» Work to be completed
Lines of the listing below that contain the string "Grayson" are to be returned.

» Records to process

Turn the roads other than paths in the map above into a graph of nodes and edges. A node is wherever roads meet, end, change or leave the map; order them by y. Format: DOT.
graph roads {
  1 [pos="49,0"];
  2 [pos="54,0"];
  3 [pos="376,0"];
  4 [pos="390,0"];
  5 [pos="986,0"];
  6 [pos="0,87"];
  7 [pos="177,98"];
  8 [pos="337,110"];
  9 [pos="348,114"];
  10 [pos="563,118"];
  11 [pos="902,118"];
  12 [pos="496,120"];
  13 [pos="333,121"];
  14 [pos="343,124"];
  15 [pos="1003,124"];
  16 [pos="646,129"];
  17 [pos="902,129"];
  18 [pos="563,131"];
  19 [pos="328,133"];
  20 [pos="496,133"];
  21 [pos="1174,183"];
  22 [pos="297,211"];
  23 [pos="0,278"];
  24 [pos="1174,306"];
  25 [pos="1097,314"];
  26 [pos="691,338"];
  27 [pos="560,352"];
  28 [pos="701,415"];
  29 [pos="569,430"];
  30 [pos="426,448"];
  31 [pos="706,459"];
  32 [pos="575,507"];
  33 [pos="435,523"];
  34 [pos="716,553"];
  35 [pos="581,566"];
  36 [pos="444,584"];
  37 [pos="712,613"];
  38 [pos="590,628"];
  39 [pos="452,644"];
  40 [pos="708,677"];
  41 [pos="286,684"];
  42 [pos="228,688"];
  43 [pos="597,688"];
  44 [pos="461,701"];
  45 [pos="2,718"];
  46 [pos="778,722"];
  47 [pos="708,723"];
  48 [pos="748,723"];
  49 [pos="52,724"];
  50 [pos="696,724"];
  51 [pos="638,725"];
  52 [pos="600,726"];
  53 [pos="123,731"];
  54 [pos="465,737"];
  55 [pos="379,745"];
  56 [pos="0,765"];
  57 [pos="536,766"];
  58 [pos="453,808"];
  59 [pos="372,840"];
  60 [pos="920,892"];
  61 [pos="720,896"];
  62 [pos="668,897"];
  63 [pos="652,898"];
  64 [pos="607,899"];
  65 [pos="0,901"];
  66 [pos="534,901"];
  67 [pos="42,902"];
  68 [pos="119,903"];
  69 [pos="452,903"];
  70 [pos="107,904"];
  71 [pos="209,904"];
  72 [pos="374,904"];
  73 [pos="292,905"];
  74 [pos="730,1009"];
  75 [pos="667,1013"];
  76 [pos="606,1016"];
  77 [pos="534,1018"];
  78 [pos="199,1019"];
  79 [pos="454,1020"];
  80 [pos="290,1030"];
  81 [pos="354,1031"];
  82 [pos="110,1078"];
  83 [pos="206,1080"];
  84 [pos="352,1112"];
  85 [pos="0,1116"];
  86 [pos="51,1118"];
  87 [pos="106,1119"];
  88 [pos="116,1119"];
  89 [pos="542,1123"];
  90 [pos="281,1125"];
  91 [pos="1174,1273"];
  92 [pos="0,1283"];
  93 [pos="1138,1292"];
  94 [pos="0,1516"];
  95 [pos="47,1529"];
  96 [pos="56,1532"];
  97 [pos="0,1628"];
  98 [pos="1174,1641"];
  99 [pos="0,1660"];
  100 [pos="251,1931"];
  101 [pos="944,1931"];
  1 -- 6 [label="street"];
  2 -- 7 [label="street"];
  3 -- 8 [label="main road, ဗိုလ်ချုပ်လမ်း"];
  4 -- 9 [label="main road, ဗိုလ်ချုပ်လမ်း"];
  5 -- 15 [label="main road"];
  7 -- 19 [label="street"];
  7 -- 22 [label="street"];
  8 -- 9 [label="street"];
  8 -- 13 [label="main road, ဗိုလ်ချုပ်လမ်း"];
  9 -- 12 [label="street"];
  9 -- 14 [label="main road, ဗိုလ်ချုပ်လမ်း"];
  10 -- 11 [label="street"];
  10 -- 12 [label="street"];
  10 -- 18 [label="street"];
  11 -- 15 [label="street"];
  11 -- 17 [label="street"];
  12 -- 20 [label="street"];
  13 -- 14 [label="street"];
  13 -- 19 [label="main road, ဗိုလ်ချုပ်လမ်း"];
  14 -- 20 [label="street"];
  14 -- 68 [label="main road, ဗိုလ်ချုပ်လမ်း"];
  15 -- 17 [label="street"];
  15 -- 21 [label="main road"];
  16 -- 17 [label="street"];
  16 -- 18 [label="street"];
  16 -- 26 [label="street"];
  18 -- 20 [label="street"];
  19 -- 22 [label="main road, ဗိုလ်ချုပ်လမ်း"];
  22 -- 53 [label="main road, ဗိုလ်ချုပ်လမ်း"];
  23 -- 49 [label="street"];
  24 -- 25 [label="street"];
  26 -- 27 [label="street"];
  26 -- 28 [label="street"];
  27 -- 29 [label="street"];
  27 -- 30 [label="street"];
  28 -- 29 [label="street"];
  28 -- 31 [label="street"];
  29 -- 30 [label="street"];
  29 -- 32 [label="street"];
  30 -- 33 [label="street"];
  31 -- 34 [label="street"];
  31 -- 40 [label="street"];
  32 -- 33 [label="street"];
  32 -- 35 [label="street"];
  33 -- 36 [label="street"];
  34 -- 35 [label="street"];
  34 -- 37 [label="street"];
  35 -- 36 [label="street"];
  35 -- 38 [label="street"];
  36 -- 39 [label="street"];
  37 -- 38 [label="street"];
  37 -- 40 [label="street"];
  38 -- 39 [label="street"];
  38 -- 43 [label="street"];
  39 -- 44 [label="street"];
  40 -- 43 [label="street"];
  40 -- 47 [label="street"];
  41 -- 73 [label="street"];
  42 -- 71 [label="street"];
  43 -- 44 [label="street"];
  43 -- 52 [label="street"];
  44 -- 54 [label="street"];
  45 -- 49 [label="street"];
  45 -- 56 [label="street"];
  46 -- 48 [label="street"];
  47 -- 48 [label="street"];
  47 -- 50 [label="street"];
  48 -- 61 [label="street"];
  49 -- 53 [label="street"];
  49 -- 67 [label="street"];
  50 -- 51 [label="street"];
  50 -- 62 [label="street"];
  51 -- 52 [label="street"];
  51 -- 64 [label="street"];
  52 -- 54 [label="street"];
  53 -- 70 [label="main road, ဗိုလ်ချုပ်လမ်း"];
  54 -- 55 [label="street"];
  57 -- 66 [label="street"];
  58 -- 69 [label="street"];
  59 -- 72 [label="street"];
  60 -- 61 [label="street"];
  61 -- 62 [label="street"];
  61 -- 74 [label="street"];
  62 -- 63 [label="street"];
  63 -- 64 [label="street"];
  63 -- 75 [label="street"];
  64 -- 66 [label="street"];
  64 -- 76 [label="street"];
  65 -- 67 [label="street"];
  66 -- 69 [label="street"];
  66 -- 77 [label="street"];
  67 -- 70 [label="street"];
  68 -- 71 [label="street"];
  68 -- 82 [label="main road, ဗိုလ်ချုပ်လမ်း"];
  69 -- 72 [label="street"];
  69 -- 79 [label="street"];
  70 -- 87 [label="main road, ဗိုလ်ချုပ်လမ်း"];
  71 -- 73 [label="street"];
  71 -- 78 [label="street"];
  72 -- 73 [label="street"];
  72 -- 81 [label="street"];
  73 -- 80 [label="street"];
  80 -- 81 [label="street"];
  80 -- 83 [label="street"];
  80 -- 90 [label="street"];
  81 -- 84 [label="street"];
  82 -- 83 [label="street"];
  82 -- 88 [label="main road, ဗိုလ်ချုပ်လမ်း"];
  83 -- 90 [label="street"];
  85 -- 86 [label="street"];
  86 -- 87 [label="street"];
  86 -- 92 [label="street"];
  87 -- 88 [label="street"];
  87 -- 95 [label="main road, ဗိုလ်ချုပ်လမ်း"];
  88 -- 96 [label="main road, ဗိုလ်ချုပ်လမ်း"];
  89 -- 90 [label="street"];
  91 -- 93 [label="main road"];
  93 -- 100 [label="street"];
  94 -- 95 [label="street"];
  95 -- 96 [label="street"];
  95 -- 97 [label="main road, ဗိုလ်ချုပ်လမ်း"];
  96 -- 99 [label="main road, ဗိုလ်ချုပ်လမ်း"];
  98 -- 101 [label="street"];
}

* * *

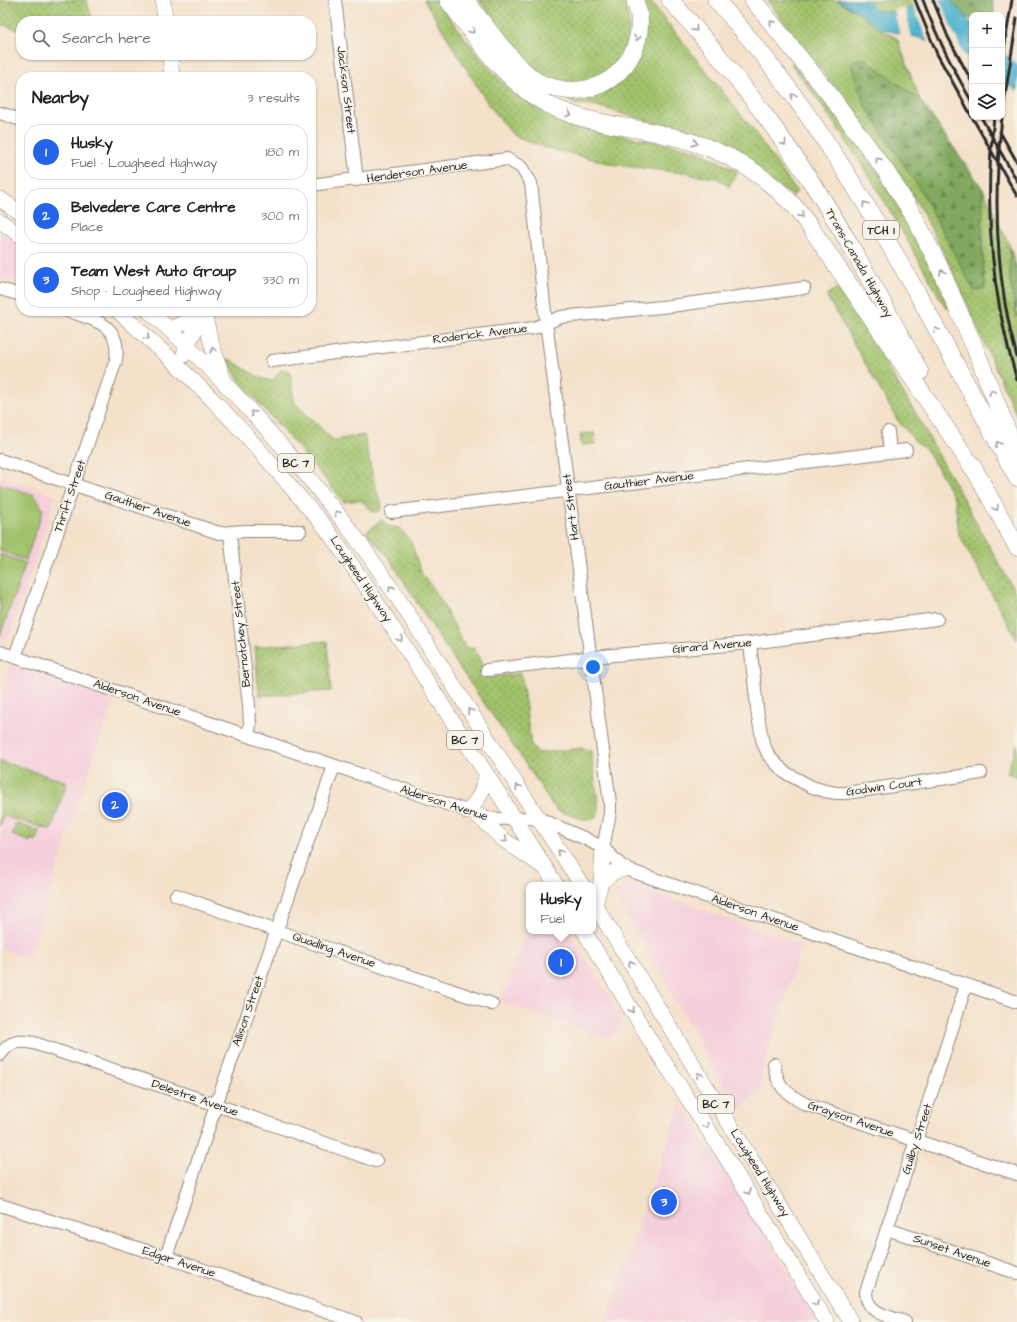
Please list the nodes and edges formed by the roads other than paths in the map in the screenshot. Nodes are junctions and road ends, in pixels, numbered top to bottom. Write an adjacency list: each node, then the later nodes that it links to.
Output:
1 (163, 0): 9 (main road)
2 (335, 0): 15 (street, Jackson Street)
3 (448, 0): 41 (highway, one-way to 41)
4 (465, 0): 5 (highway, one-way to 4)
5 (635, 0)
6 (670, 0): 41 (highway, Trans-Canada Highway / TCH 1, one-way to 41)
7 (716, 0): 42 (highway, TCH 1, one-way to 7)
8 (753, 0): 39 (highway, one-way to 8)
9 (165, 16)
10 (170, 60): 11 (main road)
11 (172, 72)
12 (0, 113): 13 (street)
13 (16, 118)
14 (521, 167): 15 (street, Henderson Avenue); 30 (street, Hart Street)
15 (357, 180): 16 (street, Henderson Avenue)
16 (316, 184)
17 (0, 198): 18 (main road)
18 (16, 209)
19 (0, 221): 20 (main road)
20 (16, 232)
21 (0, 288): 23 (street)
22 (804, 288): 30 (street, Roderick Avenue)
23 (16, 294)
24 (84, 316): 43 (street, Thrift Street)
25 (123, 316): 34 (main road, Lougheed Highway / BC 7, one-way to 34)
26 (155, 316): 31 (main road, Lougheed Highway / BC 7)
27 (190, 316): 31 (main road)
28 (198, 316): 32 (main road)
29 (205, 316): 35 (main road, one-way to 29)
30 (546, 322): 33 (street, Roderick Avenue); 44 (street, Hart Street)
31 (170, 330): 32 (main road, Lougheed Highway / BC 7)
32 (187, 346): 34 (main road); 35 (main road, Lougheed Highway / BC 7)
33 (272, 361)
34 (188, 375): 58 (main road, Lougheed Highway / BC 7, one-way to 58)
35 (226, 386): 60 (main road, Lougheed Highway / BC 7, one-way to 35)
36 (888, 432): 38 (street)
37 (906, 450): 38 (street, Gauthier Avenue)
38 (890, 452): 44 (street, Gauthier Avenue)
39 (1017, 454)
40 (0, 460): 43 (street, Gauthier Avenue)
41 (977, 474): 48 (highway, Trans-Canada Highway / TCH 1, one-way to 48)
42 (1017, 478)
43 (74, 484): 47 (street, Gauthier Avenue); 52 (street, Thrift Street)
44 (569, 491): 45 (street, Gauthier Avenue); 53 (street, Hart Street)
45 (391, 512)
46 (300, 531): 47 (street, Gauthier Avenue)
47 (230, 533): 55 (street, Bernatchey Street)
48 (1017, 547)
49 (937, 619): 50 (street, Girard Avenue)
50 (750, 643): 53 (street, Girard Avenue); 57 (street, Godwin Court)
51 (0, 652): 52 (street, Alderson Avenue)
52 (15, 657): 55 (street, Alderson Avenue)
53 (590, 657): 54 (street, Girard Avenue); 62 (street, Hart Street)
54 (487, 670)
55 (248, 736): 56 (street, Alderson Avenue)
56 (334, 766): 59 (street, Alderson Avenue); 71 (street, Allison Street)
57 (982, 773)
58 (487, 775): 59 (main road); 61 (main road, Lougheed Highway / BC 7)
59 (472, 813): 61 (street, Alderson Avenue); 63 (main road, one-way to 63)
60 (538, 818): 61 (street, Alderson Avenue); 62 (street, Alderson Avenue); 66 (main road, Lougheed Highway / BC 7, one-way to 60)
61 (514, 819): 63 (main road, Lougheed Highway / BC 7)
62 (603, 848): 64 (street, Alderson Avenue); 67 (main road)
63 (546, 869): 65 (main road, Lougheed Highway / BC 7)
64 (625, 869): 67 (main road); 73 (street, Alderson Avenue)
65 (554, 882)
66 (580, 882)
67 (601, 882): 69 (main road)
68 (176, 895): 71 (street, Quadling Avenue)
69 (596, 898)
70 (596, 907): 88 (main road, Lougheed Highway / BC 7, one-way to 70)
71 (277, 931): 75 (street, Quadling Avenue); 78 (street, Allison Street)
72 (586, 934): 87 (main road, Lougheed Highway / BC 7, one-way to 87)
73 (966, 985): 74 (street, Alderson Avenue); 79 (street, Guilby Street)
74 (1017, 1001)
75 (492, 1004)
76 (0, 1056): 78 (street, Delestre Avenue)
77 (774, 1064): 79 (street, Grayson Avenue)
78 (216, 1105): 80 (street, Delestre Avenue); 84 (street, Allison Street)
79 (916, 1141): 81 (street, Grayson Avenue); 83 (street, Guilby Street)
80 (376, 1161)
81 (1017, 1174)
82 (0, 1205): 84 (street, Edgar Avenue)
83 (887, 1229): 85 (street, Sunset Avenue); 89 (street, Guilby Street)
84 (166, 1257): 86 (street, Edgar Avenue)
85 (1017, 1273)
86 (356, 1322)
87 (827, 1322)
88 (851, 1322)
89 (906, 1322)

» Solution for this exercise
77 (774, 1064): 79 (street, Grayson Avenue)
79 (916, 1141): 81 (street, Grayson Avenue); 83 (street, Guilby Street)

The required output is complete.